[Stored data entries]

☆ ☆ ☆ ☆

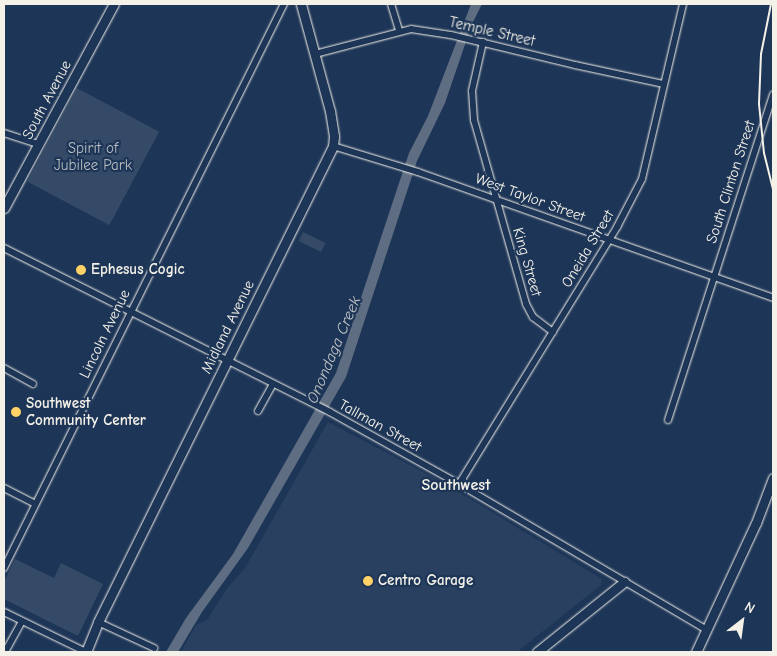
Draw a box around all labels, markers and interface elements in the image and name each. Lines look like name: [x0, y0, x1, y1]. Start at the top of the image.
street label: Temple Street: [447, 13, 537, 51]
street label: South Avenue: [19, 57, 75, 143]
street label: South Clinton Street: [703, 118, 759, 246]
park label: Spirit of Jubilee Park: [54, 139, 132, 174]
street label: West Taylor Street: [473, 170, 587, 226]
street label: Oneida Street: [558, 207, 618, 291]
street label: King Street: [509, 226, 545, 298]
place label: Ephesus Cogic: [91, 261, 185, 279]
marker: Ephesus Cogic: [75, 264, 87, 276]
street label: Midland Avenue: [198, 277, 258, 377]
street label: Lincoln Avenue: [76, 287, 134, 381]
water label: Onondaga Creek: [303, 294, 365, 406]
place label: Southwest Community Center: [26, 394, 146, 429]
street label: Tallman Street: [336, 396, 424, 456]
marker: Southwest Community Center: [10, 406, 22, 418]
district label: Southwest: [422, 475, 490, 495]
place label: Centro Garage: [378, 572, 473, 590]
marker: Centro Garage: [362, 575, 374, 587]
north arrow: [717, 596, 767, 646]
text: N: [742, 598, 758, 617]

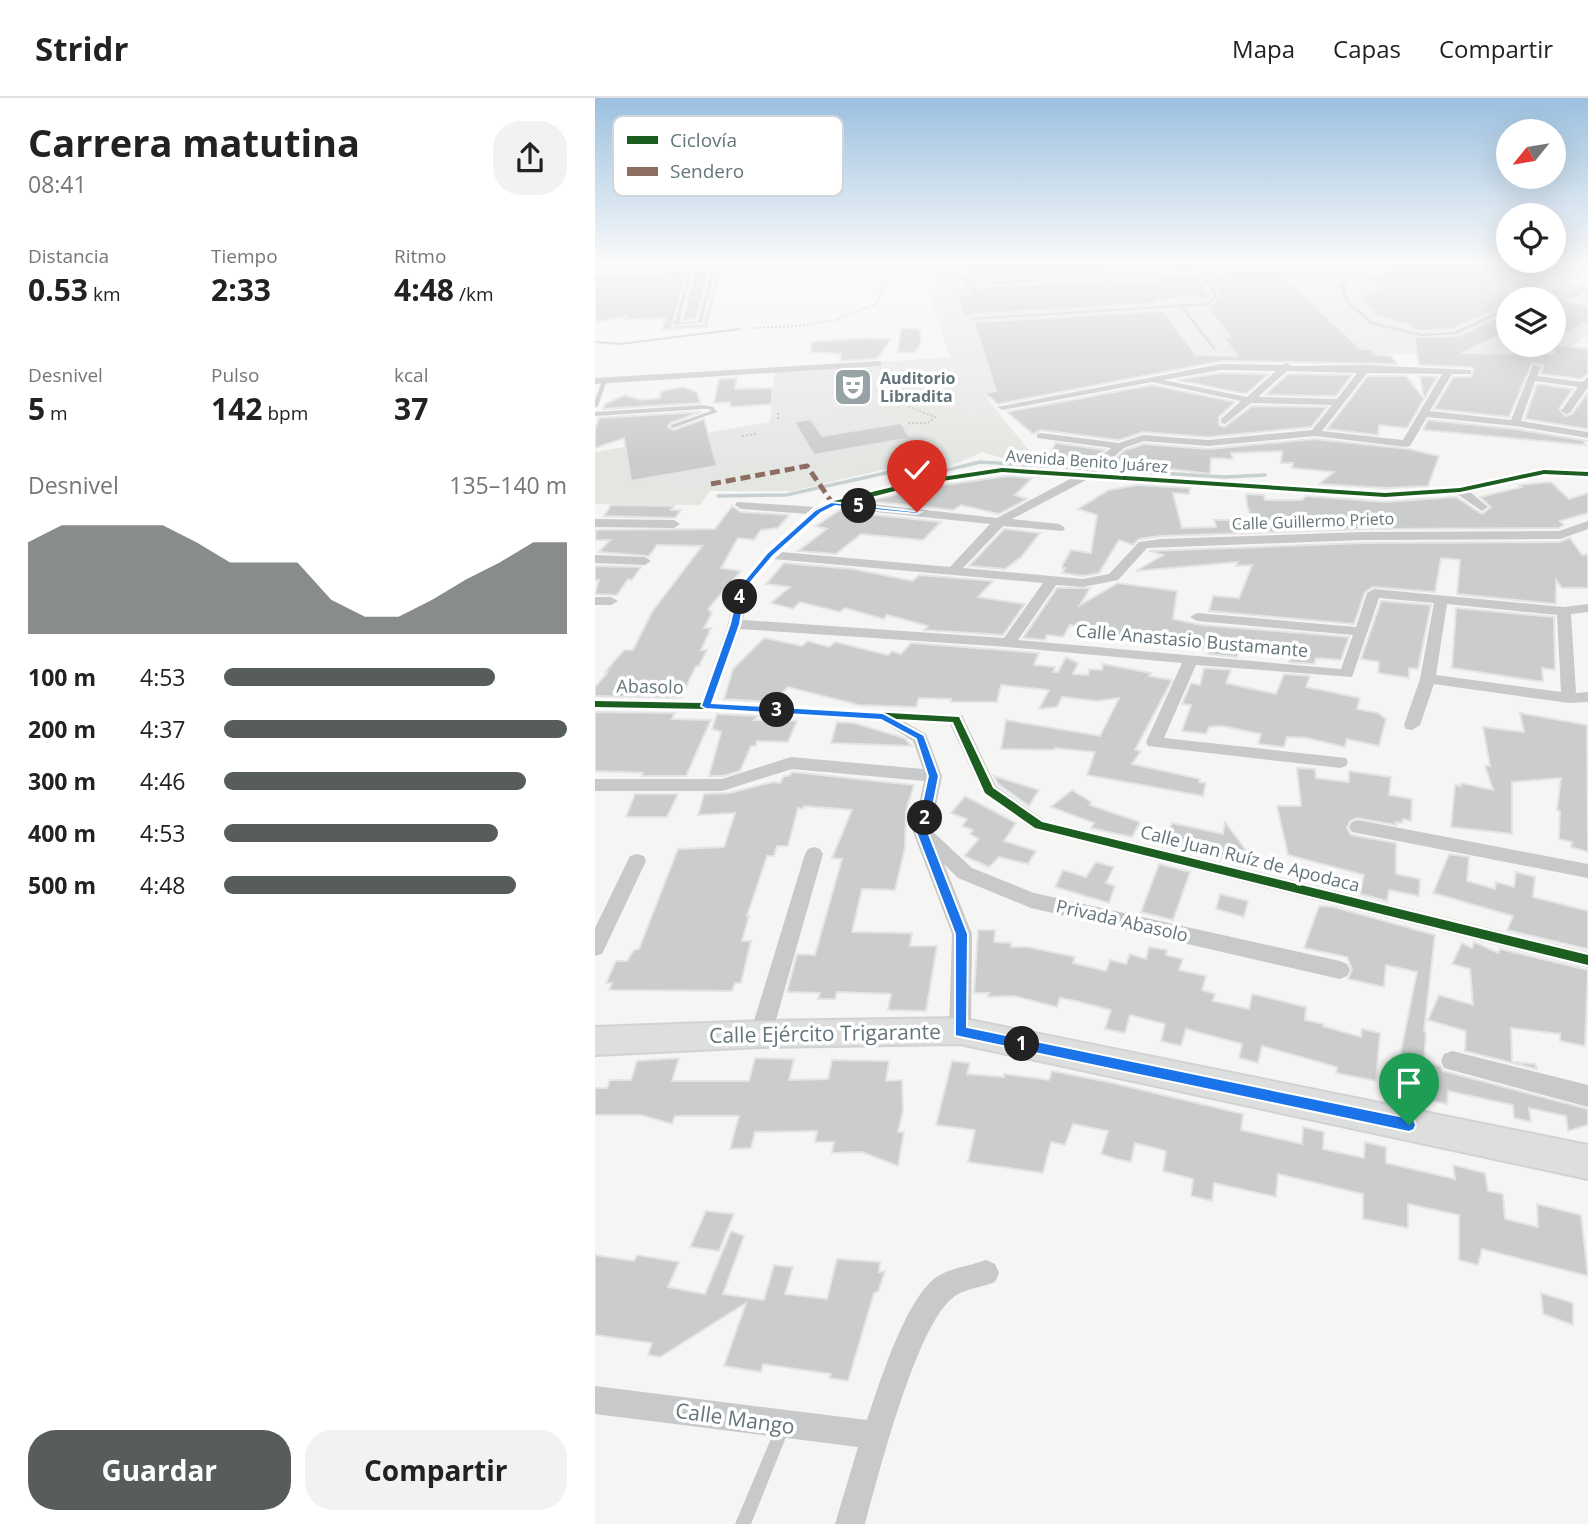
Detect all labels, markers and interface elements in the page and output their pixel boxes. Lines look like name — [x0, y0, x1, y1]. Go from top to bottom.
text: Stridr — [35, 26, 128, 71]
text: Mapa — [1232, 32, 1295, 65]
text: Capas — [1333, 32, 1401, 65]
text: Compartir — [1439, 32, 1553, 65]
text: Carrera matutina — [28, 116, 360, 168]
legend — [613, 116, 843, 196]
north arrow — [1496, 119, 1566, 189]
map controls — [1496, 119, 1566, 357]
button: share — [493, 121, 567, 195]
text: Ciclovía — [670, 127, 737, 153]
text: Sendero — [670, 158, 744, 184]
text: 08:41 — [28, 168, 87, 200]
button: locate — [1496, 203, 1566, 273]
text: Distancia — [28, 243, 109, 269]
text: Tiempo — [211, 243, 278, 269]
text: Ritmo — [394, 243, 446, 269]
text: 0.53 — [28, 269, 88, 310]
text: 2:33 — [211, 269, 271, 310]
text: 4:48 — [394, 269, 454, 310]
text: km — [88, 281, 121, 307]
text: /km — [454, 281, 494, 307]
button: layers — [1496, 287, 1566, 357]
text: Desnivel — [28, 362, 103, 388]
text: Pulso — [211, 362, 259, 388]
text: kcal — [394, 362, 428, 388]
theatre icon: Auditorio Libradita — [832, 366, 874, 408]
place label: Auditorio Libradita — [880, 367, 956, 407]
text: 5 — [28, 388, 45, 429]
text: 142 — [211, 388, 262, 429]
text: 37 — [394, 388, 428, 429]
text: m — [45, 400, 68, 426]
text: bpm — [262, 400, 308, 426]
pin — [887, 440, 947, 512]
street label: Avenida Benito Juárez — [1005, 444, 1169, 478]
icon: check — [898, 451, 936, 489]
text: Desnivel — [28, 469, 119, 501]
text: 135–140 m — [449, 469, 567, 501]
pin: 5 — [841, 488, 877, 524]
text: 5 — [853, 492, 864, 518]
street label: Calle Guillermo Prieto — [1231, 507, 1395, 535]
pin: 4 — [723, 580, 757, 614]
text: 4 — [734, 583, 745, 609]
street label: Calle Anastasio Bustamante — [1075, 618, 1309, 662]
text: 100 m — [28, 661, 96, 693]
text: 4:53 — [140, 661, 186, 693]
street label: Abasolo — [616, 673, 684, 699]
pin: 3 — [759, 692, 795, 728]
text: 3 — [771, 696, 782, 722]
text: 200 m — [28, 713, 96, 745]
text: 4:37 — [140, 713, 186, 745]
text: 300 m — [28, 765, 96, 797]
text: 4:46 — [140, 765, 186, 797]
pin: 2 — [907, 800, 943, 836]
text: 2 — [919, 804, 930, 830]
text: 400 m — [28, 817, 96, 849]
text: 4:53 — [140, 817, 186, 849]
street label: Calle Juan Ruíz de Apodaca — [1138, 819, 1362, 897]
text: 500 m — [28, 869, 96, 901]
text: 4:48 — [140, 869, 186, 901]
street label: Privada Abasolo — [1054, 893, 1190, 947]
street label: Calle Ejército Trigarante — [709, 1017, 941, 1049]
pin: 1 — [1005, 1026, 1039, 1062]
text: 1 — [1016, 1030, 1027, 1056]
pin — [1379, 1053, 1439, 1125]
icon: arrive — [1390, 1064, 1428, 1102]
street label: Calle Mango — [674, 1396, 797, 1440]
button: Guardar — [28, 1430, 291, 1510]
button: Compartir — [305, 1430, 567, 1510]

☆ ☆ ☆ ☆

* [Your task]: Above are the records. Copy every line in them holding "Center".

* [Solution]:
place label: Southwest Community Center: [26, 394, 146, 429]
marker: Southwest Community Center: [10, 406, 22, 418]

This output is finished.